Listed entries START
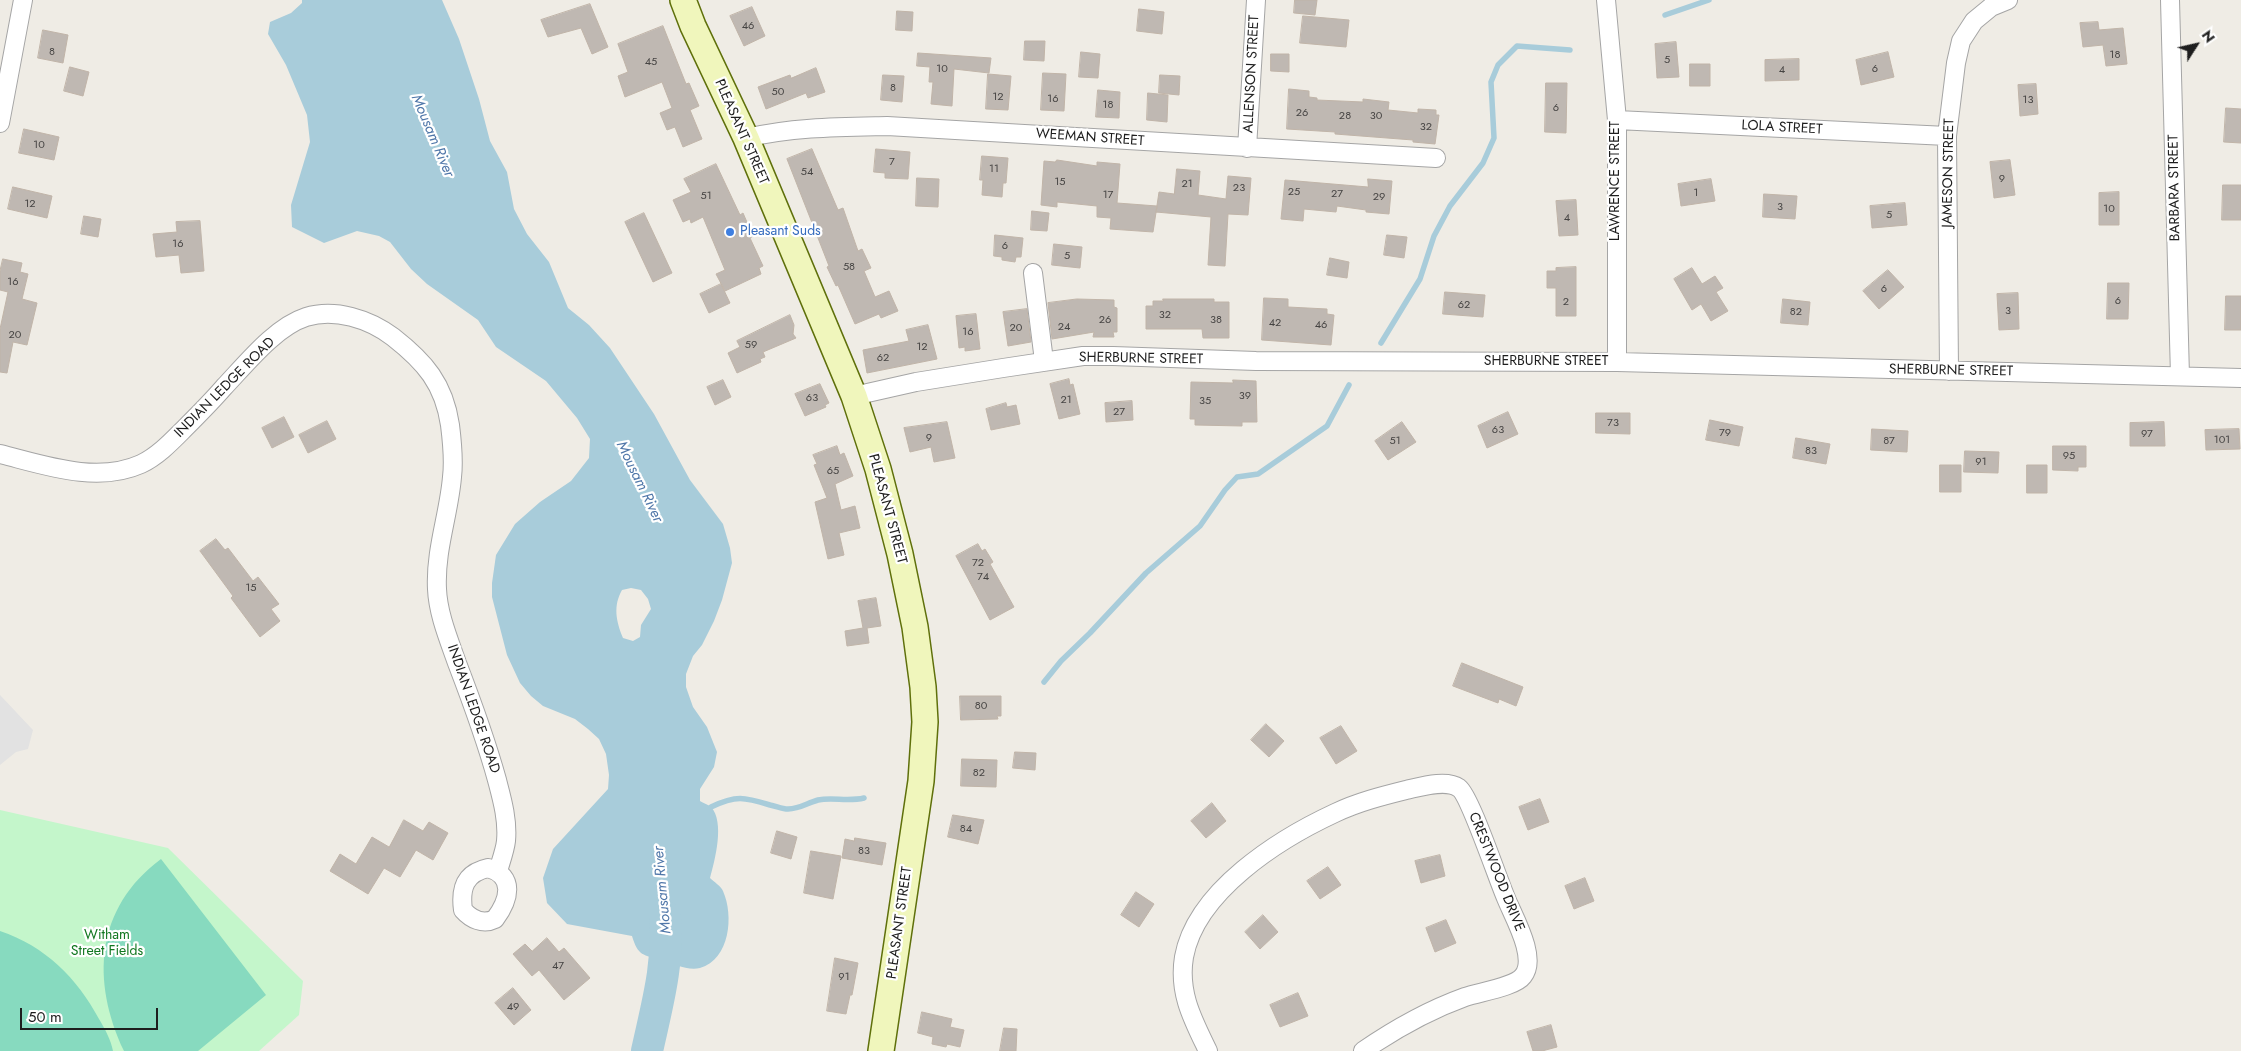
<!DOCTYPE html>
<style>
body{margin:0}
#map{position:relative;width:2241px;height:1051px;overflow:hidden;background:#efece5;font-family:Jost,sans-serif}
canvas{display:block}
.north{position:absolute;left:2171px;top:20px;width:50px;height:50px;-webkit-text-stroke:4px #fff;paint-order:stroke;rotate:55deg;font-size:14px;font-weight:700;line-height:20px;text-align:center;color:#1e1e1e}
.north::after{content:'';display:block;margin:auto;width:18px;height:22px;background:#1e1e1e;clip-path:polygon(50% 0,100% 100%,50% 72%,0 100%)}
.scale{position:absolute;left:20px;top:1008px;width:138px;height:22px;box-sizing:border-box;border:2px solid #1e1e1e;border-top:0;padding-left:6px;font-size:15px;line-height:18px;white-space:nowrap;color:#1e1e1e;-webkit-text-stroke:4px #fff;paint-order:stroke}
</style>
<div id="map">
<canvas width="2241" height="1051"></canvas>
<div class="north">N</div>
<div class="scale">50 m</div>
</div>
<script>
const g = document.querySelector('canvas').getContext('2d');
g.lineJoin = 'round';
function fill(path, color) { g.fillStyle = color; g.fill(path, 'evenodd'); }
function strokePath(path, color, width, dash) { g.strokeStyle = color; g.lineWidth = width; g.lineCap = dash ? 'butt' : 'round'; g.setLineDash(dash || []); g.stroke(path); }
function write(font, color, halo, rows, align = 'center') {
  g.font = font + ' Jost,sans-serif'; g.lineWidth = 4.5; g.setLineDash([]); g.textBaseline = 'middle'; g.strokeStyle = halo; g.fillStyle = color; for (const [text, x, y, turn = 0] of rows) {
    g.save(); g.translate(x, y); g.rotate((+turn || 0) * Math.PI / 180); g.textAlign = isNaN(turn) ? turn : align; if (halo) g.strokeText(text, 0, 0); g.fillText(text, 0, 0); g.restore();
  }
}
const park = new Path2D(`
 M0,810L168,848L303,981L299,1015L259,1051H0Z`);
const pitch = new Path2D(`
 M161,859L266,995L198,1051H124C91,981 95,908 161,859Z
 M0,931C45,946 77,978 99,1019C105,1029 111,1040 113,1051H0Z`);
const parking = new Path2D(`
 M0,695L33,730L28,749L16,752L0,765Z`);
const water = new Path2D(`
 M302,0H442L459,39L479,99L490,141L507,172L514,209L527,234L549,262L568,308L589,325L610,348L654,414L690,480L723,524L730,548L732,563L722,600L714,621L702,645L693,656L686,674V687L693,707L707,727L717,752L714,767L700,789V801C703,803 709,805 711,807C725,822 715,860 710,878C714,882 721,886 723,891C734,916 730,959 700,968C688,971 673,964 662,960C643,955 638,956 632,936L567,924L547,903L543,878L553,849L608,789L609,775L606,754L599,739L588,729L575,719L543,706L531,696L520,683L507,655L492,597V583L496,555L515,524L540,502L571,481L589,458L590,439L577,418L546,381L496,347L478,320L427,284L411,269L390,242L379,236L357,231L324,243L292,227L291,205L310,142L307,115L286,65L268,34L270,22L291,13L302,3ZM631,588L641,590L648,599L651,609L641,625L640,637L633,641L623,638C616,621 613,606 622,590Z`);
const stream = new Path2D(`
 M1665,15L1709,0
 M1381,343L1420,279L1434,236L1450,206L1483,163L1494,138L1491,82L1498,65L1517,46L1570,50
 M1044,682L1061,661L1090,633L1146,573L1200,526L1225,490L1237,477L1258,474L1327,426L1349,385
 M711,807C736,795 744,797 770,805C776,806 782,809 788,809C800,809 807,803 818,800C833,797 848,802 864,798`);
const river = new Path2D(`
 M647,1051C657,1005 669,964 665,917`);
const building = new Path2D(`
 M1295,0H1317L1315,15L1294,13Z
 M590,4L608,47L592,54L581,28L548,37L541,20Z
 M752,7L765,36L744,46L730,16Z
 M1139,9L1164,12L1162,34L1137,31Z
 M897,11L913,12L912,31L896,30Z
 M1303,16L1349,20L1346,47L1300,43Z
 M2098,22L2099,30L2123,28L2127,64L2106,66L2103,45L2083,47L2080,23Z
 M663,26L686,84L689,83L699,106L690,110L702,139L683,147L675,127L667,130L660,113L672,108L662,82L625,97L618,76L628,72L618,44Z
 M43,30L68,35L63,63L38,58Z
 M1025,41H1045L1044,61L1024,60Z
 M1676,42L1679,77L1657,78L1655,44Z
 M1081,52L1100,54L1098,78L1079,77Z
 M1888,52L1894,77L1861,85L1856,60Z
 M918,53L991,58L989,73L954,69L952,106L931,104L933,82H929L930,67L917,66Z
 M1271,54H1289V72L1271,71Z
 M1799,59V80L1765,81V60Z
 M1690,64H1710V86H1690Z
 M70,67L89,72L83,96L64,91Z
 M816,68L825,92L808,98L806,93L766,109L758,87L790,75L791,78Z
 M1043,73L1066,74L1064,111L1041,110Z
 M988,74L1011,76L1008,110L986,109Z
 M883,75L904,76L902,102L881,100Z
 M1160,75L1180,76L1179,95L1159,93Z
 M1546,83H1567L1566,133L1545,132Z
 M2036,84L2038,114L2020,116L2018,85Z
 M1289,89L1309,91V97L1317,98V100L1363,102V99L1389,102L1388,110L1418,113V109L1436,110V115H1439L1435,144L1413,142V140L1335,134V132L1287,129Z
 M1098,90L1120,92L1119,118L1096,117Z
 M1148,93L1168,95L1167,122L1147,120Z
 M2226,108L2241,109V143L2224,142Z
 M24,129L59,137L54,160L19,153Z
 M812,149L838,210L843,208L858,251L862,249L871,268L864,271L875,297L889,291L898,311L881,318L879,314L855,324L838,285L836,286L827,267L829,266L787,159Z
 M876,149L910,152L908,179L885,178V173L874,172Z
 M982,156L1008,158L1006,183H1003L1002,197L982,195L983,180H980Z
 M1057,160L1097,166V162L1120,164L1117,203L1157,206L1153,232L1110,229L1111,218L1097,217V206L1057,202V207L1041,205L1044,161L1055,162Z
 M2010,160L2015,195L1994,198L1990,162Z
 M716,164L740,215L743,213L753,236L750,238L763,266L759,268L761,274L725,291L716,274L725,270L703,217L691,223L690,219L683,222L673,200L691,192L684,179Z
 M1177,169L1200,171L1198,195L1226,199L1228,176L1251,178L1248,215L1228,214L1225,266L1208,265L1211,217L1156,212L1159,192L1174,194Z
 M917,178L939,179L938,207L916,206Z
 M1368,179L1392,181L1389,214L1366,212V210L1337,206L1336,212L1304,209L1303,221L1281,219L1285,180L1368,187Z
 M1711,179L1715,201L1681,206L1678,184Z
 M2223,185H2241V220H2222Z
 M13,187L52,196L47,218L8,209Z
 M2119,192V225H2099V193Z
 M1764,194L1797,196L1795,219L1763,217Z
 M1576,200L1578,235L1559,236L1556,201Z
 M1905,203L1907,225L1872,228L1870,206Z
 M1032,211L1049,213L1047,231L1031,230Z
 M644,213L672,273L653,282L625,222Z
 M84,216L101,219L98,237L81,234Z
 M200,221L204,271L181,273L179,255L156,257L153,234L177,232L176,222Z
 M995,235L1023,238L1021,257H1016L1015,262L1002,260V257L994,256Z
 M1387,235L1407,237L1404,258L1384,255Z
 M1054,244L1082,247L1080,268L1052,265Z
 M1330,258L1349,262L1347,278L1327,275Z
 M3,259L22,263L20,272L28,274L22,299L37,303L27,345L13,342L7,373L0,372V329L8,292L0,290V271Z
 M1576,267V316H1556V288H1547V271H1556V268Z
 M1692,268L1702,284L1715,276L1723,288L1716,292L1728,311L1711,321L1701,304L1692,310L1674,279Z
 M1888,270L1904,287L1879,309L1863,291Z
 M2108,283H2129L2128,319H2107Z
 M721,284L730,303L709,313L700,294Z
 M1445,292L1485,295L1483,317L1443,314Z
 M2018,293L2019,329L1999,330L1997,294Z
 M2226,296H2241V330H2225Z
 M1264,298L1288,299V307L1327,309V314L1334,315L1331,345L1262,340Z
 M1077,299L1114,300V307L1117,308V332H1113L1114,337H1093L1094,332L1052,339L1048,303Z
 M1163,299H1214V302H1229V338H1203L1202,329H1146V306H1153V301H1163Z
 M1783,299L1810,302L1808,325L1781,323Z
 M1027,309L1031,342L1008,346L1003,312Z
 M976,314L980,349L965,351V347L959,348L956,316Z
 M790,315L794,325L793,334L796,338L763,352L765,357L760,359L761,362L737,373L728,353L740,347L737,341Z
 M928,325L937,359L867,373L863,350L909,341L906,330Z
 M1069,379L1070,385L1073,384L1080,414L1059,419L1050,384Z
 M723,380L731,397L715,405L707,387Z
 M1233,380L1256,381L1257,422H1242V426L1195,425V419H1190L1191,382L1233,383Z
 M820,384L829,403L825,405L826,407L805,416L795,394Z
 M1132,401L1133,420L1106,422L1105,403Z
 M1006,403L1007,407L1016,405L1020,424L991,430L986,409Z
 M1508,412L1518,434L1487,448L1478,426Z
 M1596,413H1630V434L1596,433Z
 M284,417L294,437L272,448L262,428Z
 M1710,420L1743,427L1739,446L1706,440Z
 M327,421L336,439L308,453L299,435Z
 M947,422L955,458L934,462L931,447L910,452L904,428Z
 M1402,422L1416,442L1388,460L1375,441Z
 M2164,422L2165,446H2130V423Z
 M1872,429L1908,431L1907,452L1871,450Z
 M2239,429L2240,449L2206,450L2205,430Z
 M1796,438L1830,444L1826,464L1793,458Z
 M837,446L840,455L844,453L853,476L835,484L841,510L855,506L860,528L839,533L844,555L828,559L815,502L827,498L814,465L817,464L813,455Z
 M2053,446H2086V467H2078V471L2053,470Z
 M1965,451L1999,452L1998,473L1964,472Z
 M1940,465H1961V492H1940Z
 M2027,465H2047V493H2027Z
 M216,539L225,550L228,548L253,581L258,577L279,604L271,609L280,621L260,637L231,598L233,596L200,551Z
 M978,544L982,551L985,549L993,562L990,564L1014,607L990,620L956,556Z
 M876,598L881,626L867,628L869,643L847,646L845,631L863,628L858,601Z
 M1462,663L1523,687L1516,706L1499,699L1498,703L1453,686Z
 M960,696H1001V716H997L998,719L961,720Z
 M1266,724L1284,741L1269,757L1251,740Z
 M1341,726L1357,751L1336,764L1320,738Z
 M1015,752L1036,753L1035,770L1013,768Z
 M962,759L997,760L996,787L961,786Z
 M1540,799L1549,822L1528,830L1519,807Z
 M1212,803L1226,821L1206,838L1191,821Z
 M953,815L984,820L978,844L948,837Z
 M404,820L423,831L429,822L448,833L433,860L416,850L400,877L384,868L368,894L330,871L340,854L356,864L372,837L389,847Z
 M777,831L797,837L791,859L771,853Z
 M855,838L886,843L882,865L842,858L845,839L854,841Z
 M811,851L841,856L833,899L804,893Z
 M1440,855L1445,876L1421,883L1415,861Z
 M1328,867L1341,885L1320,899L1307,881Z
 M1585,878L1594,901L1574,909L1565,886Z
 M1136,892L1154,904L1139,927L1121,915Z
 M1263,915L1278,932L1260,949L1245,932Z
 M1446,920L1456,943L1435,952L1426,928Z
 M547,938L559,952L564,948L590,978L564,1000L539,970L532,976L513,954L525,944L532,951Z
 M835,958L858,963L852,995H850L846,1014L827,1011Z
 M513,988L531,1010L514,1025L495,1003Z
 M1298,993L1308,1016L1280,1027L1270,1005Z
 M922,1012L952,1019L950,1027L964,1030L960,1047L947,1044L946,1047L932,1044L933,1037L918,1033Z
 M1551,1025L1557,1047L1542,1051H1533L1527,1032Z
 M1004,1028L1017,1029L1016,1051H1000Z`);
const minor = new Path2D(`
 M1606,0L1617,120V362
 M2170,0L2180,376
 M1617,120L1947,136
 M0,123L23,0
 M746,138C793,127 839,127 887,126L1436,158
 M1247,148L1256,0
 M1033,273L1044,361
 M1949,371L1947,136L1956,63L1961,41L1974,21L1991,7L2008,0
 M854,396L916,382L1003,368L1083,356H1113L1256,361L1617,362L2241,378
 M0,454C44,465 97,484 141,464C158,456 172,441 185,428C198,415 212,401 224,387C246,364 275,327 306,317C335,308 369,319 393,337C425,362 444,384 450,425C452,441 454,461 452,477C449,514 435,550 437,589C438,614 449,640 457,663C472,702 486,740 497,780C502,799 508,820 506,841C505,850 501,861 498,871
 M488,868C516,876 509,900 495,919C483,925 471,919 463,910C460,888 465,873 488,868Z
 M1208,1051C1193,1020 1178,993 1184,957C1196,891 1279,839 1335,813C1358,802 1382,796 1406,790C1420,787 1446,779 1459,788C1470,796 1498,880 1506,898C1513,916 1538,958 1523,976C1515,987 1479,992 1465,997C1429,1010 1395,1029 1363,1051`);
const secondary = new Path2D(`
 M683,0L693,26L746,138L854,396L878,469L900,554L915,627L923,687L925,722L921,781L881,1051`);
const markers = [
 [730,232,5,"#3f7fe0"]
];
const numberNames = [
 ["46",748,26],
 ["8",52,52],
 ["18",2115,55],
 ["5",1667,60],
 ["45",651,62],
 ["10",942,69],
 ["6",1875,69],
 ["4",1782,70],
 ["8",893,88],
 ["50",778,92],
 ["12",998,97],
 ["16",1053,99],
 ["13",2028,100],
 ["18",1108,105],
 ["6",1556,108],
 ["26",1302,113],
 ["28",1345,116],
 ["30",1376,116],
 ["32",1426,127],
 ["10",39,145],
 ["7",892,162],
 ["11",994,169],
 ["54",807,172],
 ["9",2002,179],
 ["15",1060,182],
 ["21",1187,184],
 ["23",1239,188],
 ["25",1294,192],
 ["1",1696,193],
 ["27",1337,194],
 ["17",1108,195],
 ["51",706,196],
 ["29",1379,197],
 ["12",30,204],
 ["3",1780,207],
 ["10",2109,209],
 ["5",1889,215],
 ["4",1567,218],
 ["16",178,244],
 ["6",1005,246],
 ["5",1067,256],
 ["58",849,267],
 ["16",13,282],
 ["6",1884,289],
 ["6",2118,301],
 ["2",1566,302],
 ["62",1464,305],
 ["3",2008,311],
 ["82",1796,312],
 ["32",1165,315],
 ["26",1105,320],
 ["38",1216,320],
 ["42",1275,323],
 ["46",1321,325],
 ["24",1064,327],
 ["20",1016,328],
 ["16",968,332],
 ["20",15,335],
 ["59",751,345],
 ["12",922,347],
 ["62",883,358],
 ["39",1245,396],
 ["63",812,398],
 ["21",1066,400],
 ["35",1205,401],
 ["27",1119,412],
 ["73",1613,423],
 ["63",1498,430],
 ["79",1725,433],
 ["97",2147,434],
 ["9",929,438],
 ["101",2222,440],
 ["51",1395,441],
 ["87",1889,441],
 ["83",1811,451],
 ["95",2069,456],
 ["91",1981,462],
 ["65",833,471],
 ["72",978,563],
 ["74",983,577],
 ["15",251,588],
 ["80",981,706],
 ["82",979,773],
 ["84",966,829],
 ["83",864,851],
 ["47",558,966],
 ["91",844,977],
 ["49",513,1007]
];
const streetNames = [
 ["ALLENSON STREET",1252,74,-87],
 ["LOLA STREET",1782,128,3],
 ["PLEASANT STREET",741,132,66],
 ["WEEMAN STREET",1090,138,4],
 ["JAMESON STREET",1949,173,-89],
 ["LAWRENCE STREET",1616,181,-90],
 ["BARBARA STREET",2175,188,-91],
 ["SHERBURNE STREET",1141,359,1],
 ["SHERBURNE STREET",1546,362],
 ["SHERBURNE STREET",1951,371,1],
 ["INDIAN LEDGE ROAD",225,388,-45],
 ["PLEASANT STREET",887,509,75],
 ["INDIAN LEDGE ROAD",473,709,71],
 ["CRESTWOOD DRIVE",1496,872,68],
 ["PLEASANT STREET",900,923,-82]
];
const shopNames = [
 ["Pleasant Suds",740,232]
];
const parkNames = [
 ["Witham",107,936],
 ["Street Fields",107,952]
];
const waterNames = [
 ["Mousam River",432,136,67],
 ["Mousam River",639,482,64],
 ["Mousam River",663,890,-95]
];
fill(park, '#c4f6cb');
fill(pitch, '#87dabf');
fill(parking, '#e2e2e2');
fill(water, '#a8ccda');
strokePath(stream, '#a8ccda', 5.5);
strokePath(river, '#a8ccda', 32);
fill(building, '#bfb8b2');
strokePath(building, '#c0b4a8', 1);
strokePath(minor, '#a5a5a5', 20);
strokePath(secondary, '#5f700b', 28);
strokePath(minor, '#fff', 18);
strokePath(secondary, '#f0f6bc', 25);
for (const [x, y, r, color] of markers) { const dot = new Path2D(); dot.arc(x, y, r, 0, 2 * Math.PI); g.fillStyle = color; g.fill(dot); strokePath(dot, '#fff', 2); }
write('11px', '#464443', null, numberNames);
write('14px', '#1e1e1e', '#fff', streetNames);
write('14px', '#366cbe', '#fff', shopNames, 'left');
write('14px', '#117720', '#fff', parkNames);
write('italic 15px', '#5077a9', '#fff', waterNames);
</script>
Listed entries END
* Exercise description *
The required output is the exact run of lines from the start of the records through the line containing "const parking = new", both ends included, with no pictures.

* Answer box *
<!DOCTYPE html>
<style>
body{margin:0}
#map{position:relative;width:2241px;height:1051px;overflow:hidden;background:#efece5;font-family:Jost,sans-serif}
canvas{display:block}
.north{position:absolute;left:2171px;top:20px;width:50px;height:50px;-webkit-text-stroke:4px #fff;paint-order:stroke;rotate:55deg;font-size:14px;font-weight:700;line-height:20px;text-align:center;color:#1e1e1e}
.north::after{content:'';display:block;margin:auto;width:18px;height:22px;background:#1e1e1e;clip-path:polygon(50% 0,100% 100%,50% 72%,0 100%)}
.scale{position:absolute;left:20px;top:1008px;width:138px;height:22px;box-sizing:border-box;border:2px solid #1e1e1e;border-top:0;padding-left:6px;font-size:15px;line-height:18px;white-space:nowrap;color:#1e1e1e;-webkit-text-stroke:4px #fff;paint-order:stroke}
</style>
<div id="map">
<canvas width="2241" height="1051"></canvas>
<div class="north">N</div>
<div class="scale">50 m</div>
</div>
<script>
const g = document.querySelector('canvas').getContext('2d');
g.lineJoin = 'round';
function fill(path, color) { g.fillStyle = color; g.fill(path, 'evenodd'); }
function strokePath(path, color, width, dash) { g.strokeStyle = color; g.lineWidth = width; g.lineCap = dash ? 'butt' : 'round'; g.setLineDash(dash || []); g.stroke(path); }
function write(font, color, halo, rows, align = 'center') {
  g.font = font + ' Jost,sans-serif'; g.lineWidth = 4.5; g.setLineDash([]); g.textBaseline = 'middle'; g.strokeStyle = halo; g.fillStyle = color; for (const [text, x, y, turn = 0] of rows) {
    g.save(); g.translate(x, y); g.rotate((+turn || 0) * Math.PI / 180); g.textAlign = isNaN(turn) ? turn : align; if (halo) g.strokeText(text, 0, 0); g.fillText(text, 0, 0); g.restore();
  }
}
const park = new Path2D(`
 M0,810L168,848L303,981L299,1015L259,1051H0Z`);
const pitch = new Path2D(`
 M161,859L266,995L198,1051H124C91,981 95,908 161,859Z
 M0,931C45,946 77,978 99,1019C105,1029 111,1040 113,1051H0Z`);
const parking = new Path2D(`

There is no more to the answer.